◆ Data for the task
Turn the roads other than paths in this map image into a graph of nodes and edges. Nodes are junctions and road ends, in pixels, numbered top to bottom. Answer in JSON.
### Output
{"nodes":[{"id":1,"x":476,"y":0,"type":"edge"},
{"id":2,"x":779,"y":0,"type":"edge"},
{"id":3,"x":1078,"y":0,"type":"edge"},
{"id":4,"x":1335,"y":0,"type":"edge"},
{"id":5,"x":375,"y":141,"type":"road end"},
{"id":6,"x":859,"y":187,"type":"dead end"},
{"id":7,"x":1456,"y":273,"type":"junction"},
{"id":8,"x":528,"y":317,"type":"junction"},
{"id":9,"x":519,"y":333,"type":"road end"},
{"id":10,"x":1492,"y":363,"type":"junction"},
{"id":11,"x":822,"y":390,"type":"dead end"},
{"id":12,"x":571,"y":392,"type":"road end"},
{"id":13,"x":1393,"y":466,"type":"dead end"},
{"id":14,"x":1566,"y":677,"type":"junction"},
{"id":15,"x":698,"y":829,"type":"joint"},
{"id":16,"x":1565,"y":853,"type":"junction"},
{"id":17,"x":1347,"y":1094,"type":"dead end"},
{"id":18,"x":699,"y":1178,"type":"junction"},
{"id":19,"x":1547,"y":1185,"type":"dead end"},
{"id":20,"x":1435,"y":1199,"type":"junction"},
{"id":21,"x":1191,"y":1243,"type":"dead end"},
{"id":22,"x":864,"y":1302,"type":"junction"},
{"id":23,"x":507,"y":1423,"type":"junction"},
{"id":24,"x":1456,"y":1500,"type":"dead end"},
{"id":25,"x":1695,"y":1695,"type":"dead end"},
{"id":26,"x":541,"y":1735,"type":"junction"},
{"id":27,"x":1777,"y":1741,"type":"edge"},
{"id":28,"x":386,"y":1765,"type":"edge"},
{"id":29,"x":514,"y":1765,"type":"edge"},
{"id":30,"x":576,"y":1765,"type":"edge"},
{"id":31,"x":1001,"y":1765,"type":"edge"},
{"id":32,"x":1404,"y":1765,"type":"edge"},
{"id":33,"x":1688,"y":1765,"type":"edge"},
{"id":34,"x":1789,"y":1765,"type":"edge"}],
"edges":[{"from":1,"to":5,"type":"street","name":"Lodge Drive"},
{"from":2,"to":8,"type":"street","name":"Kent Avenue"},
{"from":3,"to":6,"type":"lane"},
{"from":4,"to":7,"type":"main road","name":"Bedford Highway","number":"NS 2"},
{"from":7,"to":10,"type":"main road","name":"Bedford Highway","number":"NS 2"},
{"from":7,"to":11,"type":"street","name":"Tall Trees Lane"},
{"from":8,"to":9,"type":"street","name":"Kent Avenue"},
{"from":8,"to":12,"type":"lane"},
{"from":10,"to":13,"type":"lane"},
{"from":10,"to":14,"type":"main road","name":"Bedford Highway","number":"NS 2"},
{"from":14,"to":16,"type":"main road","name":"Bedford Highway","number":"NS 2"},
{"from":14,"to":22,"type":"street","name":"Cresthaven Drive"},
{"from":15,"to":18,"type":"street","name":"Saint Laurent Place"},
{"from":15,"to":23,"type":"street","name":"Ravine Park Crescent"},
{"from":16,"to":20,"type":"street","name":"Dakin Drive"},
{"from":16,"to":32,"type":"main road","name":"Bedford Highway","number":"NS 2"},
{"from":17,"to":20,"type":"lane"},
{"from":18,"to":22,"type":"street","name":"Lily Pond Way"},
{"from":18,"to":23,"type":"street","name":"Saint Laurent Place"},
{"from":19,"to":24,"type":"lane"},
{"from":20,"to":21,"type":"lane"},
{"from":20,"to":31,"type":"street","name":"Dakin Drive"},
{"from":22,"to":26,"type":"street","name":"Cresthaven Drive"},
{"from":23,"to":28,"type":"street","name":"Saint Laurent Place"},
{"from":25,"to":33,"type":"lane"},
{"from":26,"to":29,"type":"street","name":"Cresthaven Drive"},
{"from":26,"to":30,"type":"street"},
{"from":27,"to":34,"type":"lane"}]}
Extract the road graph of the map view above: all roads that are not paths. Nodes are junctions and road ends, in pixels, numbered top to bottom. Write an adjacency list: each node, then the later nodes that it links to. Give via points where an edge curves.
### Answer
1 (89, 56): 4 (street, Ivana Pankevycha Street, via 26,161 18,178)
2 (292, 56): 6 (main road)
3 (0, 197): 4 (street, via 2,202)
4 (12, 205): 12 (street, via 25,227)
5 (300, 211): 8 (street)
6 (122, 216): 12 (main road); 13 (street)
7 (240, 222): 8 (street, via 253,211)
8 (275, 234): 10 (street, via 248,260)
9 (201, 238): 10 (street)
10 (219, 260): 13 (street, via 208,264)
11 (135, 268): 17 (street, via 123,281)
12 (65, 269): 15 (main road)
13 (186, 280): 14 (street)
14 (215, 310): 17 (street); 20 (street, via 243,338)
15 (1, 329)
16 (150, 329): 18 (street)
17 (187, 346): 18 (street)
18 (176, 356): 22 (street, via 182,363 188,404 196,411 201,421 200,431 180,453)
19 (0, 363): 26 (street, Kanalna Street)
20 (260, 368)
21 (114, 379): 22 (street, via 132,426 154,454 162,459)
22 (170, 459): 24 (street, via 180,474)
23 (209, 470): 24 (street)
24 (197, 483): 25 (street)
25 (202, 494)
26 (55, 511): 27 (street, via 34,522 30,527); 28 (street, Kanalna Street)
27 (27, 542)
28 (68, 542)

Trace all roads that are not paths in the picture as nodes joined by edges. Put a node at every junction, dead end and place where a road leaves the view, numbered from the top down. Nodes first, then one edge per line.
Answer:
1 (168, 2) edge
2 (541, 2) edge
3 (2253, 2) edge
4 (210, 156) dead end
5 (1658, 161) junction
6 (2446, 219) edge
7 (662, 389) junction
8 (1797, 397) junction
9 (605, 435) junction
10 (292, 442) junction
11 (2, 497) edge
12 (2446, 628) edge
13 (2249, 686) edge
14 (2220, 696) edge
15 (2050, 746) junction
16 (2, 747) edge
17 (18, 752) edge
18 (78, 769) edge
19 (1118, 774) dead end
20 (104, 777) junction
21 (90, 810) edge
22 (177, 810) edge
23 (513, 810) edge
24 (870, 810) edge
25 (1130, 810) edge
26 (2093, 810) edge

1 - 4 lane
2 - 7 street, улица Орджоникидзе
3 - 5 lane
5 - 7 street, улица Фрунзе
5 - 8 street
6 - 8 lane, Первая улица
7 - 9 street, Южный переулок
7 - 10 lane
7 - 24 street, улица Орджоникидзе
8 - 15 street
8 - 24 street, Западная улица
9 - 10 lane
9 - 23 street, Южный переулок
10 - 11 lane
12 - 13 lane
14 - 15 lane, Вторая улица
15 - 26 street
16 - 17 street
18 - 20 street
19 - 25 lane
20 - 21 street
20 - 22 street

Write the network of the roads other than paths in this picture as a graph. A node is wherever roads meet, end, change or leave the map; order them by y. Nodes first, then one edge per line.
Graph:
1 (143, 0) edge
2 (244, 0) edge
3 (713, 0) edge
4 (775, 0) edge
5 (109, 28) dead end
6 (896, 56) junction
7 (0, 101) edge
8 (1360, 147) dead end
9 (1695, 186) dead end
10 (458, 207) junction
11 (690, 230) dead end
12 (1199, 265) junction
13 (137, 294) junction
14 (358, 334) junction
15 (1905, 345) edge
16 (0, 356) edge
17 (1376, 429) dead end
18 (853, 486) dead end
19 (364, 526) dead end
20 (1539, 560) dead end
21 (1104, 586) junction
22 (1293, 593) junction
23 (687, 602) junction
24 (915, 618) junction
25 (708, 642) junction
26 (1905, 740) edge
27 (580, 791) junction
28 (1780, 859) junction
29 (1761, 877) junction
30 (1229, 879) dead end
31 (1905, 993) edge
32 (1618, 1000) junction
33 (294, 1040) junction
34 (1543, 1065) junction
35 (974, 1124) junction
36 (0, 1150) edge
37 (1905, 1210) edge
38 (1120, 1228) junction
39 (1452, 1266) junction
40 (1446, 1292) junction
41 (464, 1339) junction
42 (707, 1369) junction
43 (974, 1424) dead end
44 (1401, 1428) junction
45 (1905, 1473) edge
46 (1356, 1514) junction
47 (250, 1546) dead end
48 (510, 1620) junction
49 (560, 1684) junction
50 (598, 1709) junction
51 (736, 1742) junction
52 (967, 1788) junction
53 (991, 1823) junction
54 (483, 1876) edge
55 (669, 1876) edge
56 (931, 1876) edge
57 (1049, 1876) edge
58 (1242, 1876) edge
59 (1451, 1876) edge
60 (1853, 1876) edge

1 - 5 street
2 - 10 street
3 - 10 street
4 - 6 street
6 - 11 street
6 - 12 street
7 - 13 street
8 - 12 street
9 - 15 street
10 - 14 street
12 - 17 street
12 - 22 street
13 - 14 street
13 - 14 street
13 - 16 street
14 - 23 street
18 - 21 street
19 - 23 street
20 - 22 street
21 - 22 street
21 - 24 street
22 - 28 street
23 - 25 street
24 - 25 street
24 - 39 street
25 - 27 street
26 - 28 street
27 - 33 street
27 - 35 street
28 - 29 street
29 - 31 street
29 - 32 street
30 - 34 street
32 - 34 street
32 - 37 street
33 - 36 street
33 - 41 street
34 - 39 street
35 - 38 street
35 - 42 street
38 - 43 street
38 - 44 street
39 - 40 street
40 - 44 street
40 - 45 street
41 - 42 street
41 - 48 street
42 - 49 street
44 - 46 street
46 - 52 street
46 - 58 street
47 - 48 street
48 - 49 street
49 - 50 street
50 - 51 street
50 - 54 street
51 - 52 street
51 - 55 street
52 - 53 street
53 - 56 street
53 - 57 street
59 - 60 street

◆ Work to complete
For the records above, state how many lines contain the string "переулок", with no added text.

◆ Solved exercise
2